Ama Diyarbakır cezaevi işkenceleri olmasaydı, PKK olmazdı tespiti çok basit bir tespit. PKK 1978 yılında kuruldu. Yani daha 12 Eylül darbesi yokken de PKK vardı. PKK’yı zulme karşı bir meşru savunma hareketi gibi takdim etmek, bölücülerin ekmeğine yağ sürmektir. Evet, 12 eylülde Diyarbakır cezaevinde insanlık dışı uygulamalar, işkenceler olmuştur. Bu kime yapılırsa yapılsın yanlıştır. Alçaklıktır. Ama Türkiye’nin diğer cezaevlerinde de aynı işkenceler yapılmıştır. Niye diğer bölgelerde böyle bir ayrılıkçı hareket çıkmamıştır da Diyarbakır cezaevinden çıkmıştır. Görüldüğü gibi bu sağlıklı bir tespit değil. Her işkence görene, ayrılıkçı bir örgüt kurma hakkını verir, terörü böyle bir gerekçeye bağlarsanız, farkında olmadan onu meşrulaştırmış hatta aklamış olursunuz.
Yine yazarımız PKK ile mücadelede bu ülke 40 bin şehit vermedi mi diye sorarak açılımla ilgili düşüncelerini gerekçelendirmeye çalışıyor. Allah aşkına bu 40 bin şehit hangi dine göre şehit. Bizim inancımızda kime şehit denileceği bellidir, dini, vatanı, namusu için öldürülen şehittir. Bu 40 bin kişinin en az 34 bini PKK militanıdır. Bizim dinimiz İslam değil Zerdüştlüktür diyen, Allaha ve resuluna inanmayan, Marksist-leninist militanlar hangi inanca göre şehit olurlar. Bunlar neye göre şehittir? İncile göre mi, tevrata göre mi, Kuran’a göre mi Zerdüştlüğe göre mi, yoksa Marksın Das kapitaline göre mi şehittir. Bunlar şehitse Apo nedir, evliya mıdır? Şehitlik bu kadar ucuz, bu kadar basit değil?PKK militanları Marks dininin Apo mezhebine mensuptur. Marksizmin bir sürü yorumu Mezhebi var. Lenincilik, Maoculuk, Enver hocacılık gibi. Bunlar da Marks dininin Apo mezhebinden. İnanmayana ve bu inancın gerekleri için öldürülmen adamdan şehit olmaz.
Aynı yazar, PKK ile mücadele bu ülkenin 120-300 milyar dolarına mal olmadı mı, bu para yoklukla mücadeleye harcansaydı daha iyi olmaz mıydı diye soruyor. Vatan müdafaasını para ile ölçen analizler beni çok rahatsız ediyor. Ne demek 300 Milyarımız gitti.
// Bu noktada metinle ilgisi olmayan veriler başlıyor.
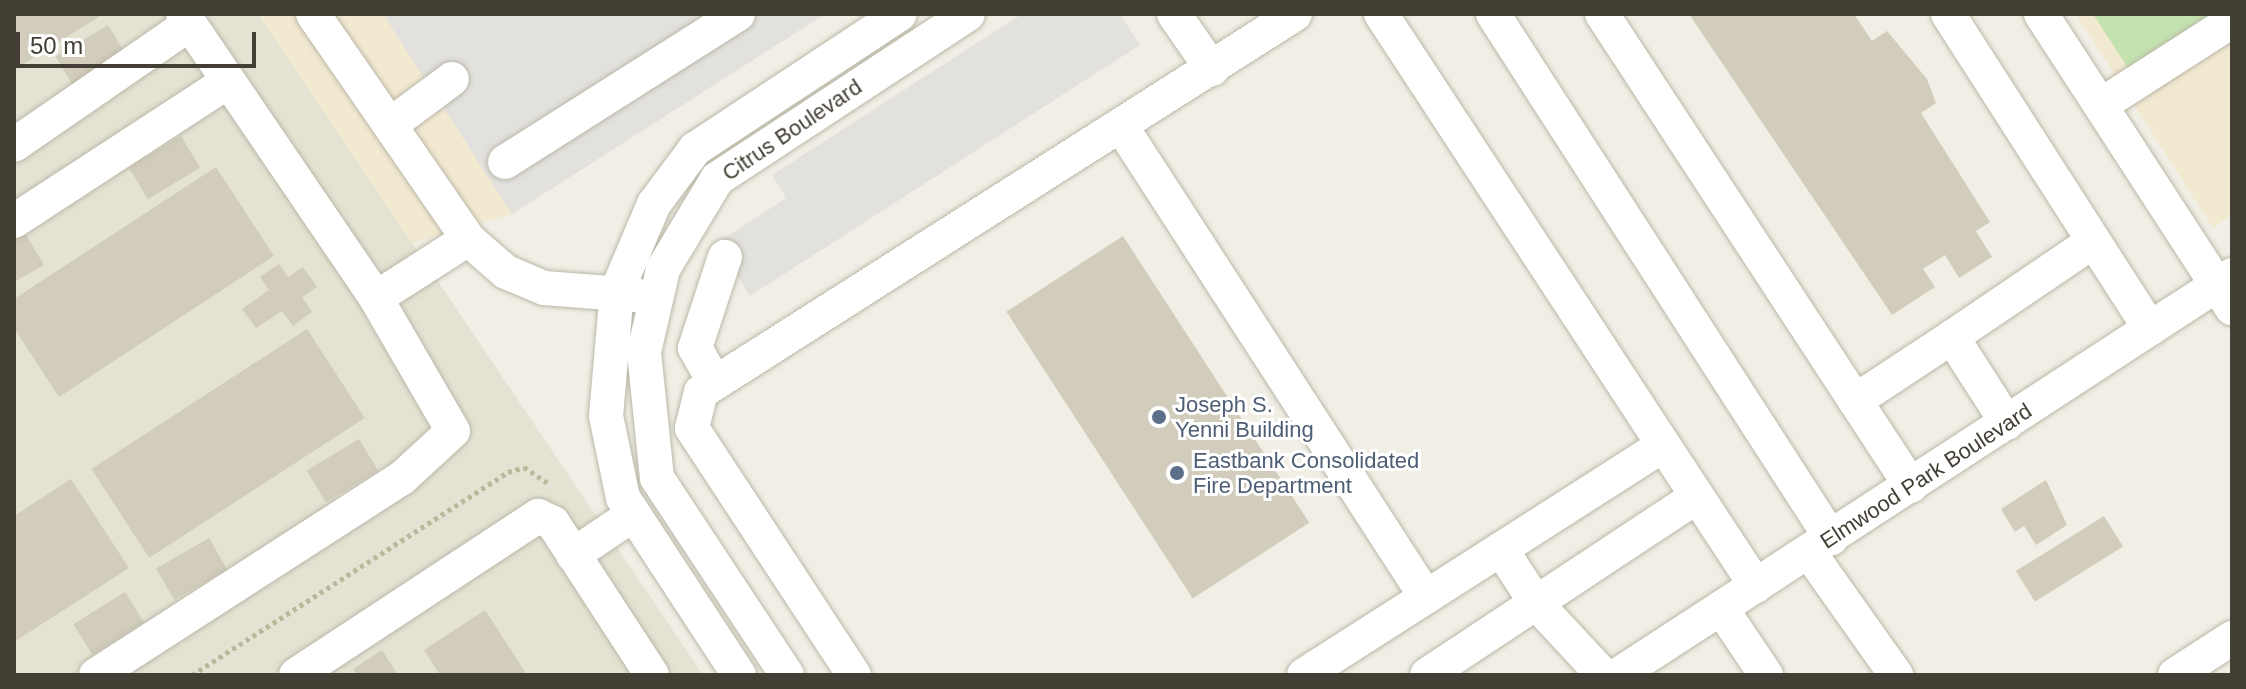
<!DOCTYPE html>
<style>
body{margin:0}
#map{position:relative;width:2246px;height:689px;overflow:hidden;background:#f1efe5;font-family:Arial,sans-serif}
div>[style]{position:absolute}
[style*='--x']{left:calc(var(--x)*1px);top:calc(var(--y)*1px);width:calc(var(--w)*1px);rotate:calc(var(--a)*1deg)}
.residential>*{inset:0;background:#e4e2d3}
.commercial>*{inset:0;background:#f2e9d1}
.green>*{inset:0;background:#c3e2b0}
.parking>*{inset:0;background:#e2e1dd}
.building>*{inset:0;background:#d1ccbb;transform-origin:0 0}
.path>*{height:5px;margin-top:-2.5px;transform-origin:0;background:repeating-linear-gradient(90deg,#bcb69a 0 4px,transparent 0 8px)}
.roads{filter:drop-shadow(0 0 2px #bbb8a8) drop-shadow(0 0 2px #bbb8a8)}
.minor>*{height:34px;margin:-17px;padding:0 17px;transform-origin:17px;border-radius:17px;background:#fff}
.dots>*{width:22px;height:22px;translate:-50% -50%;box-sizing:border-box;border:4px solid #fff;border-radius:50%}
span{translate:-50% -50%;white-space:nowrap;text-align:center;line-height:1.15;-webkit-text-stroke:6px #fff;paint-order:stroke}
.street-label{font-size:22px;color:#433f35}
.service-label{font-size:22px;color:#4e5e75}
.left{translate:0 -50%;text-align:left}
.frame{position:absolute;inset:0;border:16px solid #433f35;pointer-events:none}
.scale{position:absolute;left:16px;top:32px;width:240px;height:36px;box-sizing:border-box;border:4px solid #433f35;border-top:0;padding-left:10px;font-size:24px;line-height:28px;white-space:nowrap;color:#433f35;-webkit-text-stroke:6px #fff;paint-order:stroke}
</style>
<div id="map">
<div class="residential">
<i style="clip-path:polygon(14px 14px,258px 14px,703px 675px,14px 675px)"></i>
</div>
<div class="commercial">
<i style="clip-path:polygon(258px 14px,825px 14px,512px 214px,412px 243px)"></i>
<i style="clip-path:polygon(2076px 14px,2232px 14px,2232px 215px,2213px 228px)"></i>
</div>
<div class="green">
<i style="clip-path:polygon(2093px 14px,2225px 14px,2132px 74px)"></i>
</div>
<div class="parking">
<i style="clip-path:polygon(383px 14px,825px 14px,512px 214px)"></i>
<i style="clip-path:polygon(1022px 14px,1120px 14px,1140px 45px,750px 296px,717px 243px,786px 198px,772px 175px)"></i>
</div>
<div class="building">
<i style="clip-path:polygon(14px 14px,98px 14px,100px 16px,14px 70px)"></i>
<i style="clip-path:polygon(1689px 14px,1854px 14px,1872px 41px,1887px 31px,1927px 79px,1936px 103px,1921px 113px,1990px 222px,1976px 231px,1992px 257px,1959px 278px,1945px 255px,1923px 269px,1935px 287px,1892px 315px)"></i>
<i style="left:108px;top:25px;width:37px;height:61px;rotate:59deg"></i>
<i style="left:181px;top:136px;width:37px;height:61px;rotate:59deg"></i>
<i style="clip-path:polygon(216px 167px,274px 256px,59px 397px,14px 328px,14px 299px)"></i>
<i style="clip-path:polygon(25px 233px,44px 265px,14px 282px,14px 239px)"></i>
<i style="left:1123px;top:236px;width:342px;height:139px;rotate:57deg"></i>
<i style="clip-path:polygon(279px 264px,288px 277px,303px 267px,317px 287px,302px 297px,312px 312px,293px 326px,282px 311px,256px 328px,242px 309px,269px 290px,260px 277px)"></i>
<i style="left:307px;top:329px;width:106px;height:257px;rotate:57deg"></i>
<i style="left:359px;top:439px;width:37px;height:61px;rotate:59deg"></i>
<i style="clip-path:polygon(71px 479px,129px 568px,14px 642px,14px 516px)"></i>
<i style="clip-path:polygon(2046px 480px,2067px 525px,2036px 545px,2024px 526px,2015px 532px,2001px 509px)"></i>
<i style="left:2104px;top:516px;width:36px;height:104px;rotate:58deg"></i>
<i style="left:209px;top:538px;width:36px;height:61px;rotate:60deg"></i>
<i style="left:125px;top:592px;width:36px;height:61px;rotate:58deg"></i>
<i style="clip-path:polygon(485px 610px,527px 675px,440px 675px,424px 650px)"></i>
<i style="clip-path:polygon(382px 650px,398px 675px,357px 675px,353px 669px)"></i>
</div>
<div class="path">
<i style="--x:192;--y:675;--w:376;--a:-32.7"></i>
<i style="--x:508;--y:472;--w:17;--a:-17"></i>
<i style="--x:524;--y:467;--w:30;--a:34"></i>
</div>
<div class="roads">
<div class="minor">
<i style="--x:313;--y:14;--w:273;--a:55.4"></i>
<i style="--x:468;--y:239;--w:50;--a:41"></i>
<i style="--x:506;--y:272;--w:41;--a:22.8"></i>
<i style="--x:544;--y:288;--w:92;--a:4.4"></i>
<i style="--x:1174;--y:14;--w:67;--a:55.4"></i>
<i style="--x:1381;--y:14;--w:684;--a:56.75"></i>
<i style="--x:1493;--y:14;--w:624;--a:57.18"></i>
<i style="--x:1602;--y:14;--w:564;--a:56.79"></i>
<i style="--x:1948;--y:14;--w:374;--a:57.3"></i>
<i style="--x:2041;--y:14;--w:351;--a:57"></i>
<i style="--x:2101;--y:105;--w:156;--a:-32.7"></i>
<i style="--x:390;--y:125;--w:77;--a:-36.6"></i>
<i style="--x:1121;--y:126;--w:561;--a:57.07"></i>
<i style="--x:14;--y:145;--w:211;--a:-34.6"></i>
<i style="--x:505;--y:162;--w:276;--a:-32.4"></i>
<i style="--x:14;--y:221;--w:254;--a:-33.1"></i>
<i style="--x:376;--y:298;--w:109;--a:-32.7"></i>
<i style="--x:1952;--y:337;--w:171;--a:-34.1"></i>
<i style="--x:715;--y:383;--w:40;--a:-119.7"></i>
<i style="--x:695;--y:348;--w:96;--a:-71.8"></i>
<i style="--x:1855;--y:401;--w:116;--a:-33.4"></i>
<i style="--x:1952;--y:337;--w:102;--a:57.4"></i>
<i style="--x:1501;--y:549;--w:64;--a:57.1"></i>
<i style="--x:1536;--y:603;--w:98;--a:47.1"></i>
<i style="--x:1809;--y:552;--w:151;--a:54.7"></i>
<i style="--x:573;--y:555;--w:73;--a:-33.9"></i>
<i style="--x:1721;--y:608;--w:81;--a:56.1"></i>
<i style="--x:96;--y:675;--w:364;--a:-32.8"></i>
<i style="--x:402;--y:478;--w:69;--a:-42.7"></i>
<i style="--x:453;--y:431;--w:154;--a:-120.1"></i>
<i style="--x:376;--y:298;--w:343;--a:-124.2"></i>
<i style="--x:296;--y:675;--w:290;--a:-33.3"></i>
<i style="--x:538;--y:516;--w:17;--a:25"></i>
<i style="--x:553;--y:523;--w:181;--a:56.9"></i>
<i style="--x:739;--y:675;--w:212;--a:-123.2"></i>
<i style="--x:623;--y:498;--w:84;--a:-101.7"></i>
<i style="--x:606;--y:416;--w:125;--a:-85"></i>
<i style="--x:617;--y:291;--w:95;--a:-67"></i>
<i style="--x:654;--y:204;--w:69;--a:-53.3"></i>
<i style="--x:695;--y:149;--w:245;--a:-33.4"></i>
<i style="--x:787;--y:675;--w:236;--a:-123.4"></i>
<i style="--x:657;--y:478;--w:127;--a:-95.9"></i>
<i style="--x:644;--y:352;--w:85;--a:-77.1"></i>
<i style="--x:663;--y:269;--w:105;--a:-59"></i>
<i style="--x:717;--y:179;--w:300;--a:-33.3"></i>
<i style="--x:854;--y:675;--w:295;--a:-123.3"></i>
<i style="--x:692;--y:428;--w:37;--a:-76"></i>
<i style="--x:701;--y:392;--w:704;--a:-32.47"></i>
<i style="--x:1304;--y:675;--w:426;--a:-32.6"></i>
<i style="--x:1427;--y:675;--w:323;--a:-33.5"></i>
<i style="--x:1618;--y:675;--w:733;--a:-33.08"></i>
<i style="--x:2175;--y:675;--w:68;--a:-33"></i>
</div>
</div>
<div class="dots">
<i style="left:1159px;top:417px;background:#5c6f8a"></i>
<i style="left:1177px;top:473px;background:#5c6f8a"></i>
</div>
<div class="street-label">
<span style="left:792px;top:130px;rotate:-34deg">Citrus Boulevard</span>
<span style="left:1926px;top:476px;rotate:-33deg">Elmwood Park Boulevard</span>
</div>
<div class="service-label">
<span class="left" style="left:1175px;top:417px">Joseph S.<br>Yenni Building</span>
<span class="left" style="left:1193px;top:473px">Eastbank Consolidated<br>Fire Department</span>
</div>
<div class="frame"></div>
<div class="scale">50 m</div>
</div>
Diyelim ki bu ülke Yunanın, Rus’un saldırısına uğradı dolarlarımız gitmesin diye bu ülkeyi müdafaa etmeyecek miyiz. Paramızı boşa harcamayalım, bırakalım gelsinler mi diyeceğiz. Vatan müdafaası parayla ölçülmez. Hiçbir bedel bölünmekten, parçalanmaktan, kardeşlik ruhumuzu kaybetmekten daha ağır olamaz. Böyle bir tahlili kabul etmek mümkün değil.
İşte benim açılım derken realiteyi kaybediyoruz, düşünceyi, mantığı kaybediyoruz dediğim budur. Daha sakin, daha mutedil, daha dikkatli olmalıyız. Aksi takdirde kendimize iyilik yapalım derken kötülük yapmış oluruz. Dostlarımız böyle yazarsa biz başkasına ne diyelim.